As soon as they pulled up the winding dirt road leading to the Big House, Anil sensed something was different. The towering coconut trees lining the road had bicycles propped up against them. Several cars, rather than the usual one or two, were parked in the dusty clearing before the house. And even before the Big House came into view, he glimpsed numerous yellow flames flickering around its perimeter. Anil rolled down the window: dozens of people lined the front porch, holding candles and lanterns at three o’clock in the morning. A wave of shame swept over Anil as he realized his family had waited up to welcome him home.
After greeting dozens of relatives, Anil retired to his room, where the servant had already unpacked his suitcase. “Shall I draw a bucket of hot water for a bath, Anil Sahib?”
The servant had addressed him with the term of respect formerly reserved for his father, and Anil felt an unexpected twinge. “No, I’ll wait until morning.” The servant wobbled his head, as if Anil’s response had no impact on him either way. Anil had been chided for making this same gesture on rounds. Yes or no, Patel, an attending had demanded. If only he could feel as indifferent as the servant, who now closed the door quietly behind him.
Anil walked over to the window and cranked it open, hearing the familiar squeal of scraping metal. His diploma from medical college had been framed and mounted over the chest of drawers, no doubt by his mother. He touched it and found the glass clean, free of th
e layer of fine dust that accumulated on surfaces here every day.
One item remained on top of the bureau. The chess set looked strangely democratic without its two kings as visual peaks. Anil unzipped the small pouch of his backpack, pulled out the rosewood king, and placed it on the pale wood square where it belonged. He looked at his pieces, mapped out a few moves in his mind, then on the board. He moved his pawn, followed by his rook. His father would have responded with his knight. Underrated, very powerful, Papa used to say about his favorite piece. Anil placed his finger on top of the knight. A dull ache radiated through his chest and began tightening his throat. He turned away from the chess set without resetting the board.
Anil climbed under the gauzy mosquito net draped over the bed and listened to the rhythmic squeaking of the overhead fan. The chirping of the crickets and the earthy smell of the air wafting in through the open window were as deeply familiar as the sense of obligation he felt here. That night, Anil dreamed he was running up and down the corridors of the hospital, unable to find the room to which he’d been paged. When he found himself at the dead end of a hallway, he woke up, drenched in sweat, his heart racing.

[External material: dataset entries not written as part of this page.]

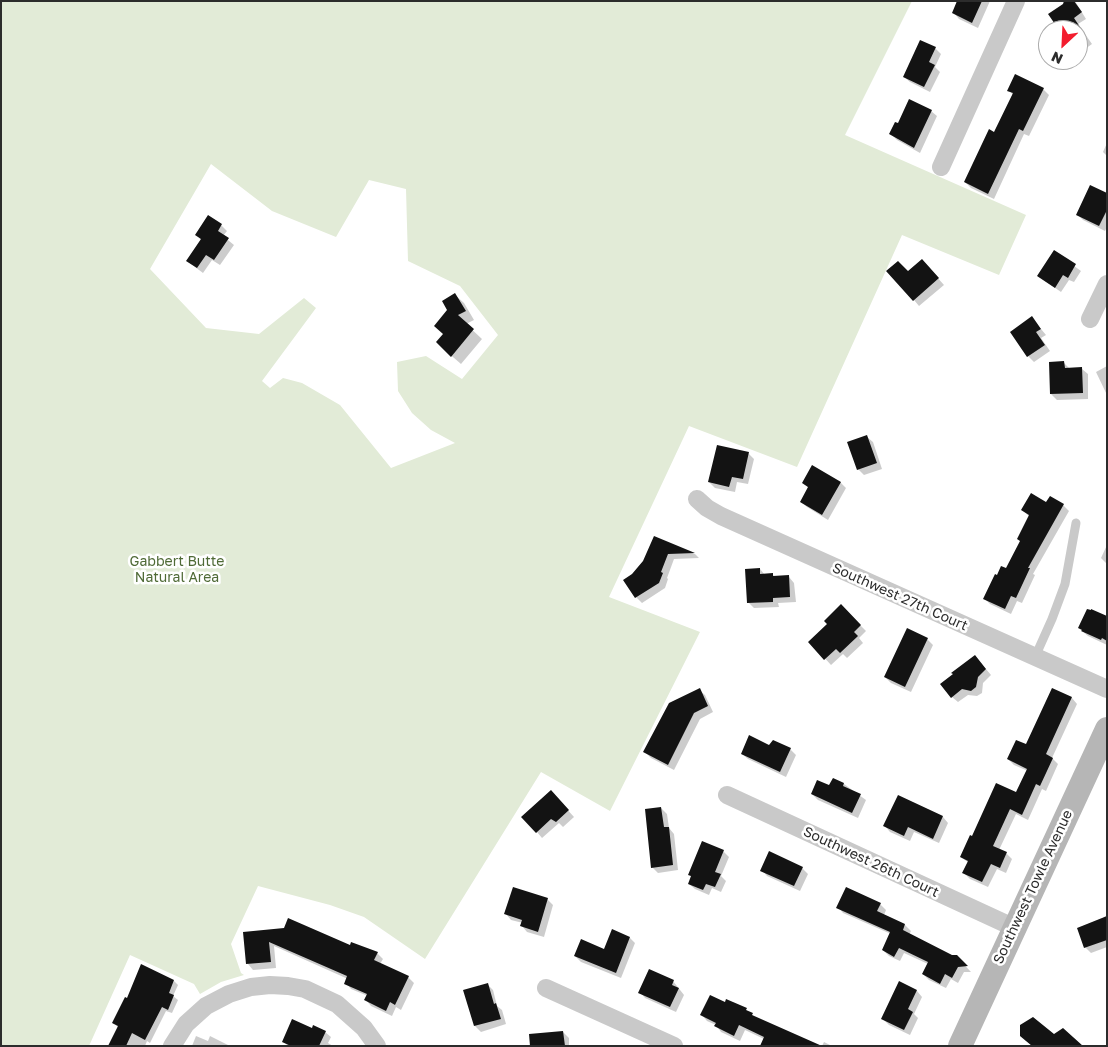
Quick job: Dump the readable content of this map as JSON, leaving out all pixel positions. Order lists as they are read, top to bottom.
{
  "streets": {
    "main road": ["Southwest Towle Avenue"],
    "street": ["Southwest 27th Court", "Southwest 26th Court"]
  },
  "crossings": [
    ["Southwest 26th Court", "Southwest Towle Avenue"]
  ],
  "parks": ["Gabbert Butte Natural Area"],
  "north": "bottom left"
}
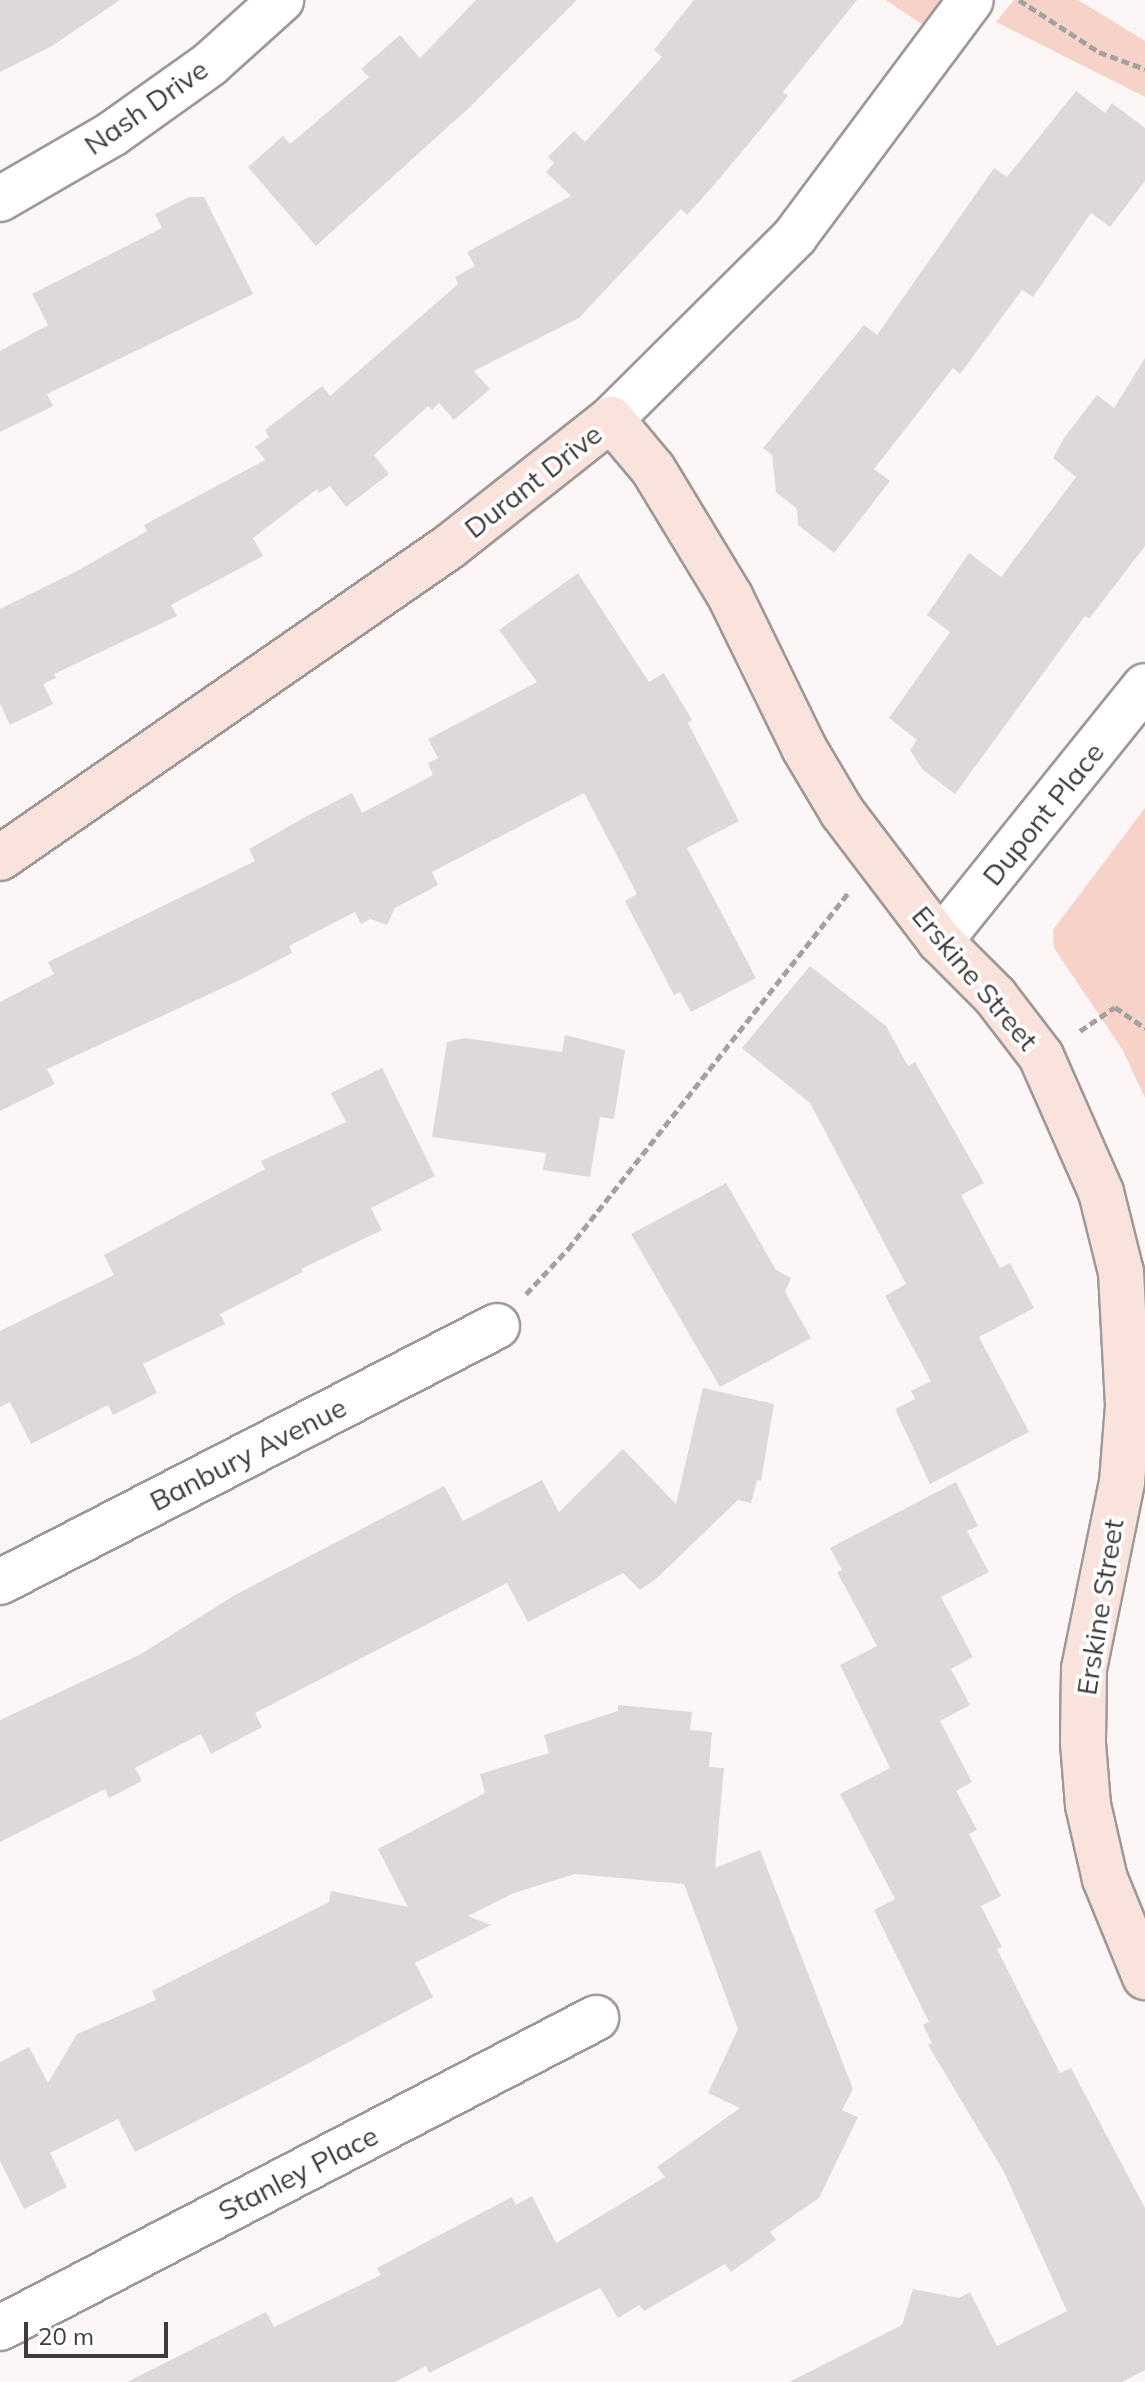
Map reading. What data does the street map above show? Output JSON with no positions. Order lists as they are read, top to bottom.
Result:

MA CONSULTED with the astrologer to find an auspicious date to travel to the Ganges to scatter Papa’s ashes, and Anil booked his return flight accordingly. Until then, his days were occupied with receiving relatives and friends who came to pay respects, and eating meals so elaborate that one ran into the next. After having subsisted on a meager diet of cheese pizza and sandwiches from Parkview’s cafeteria, Anil’s appetite now barely had a chance to recover between meals.
Anil was not prepared for the steady stream of questions from his family and visitors. When they weren’t satisfied with his curt responses, he finally gave the answers they wanted to hear: he told them about how advanced the hospital was, the wise and kind doctors who taught him, the grateful patients. He described the world he’d expected to find when he left Panchanagar, the one that now barely existed in his mind. Each time he repeated the varnished account of his life in America, it became a little easier.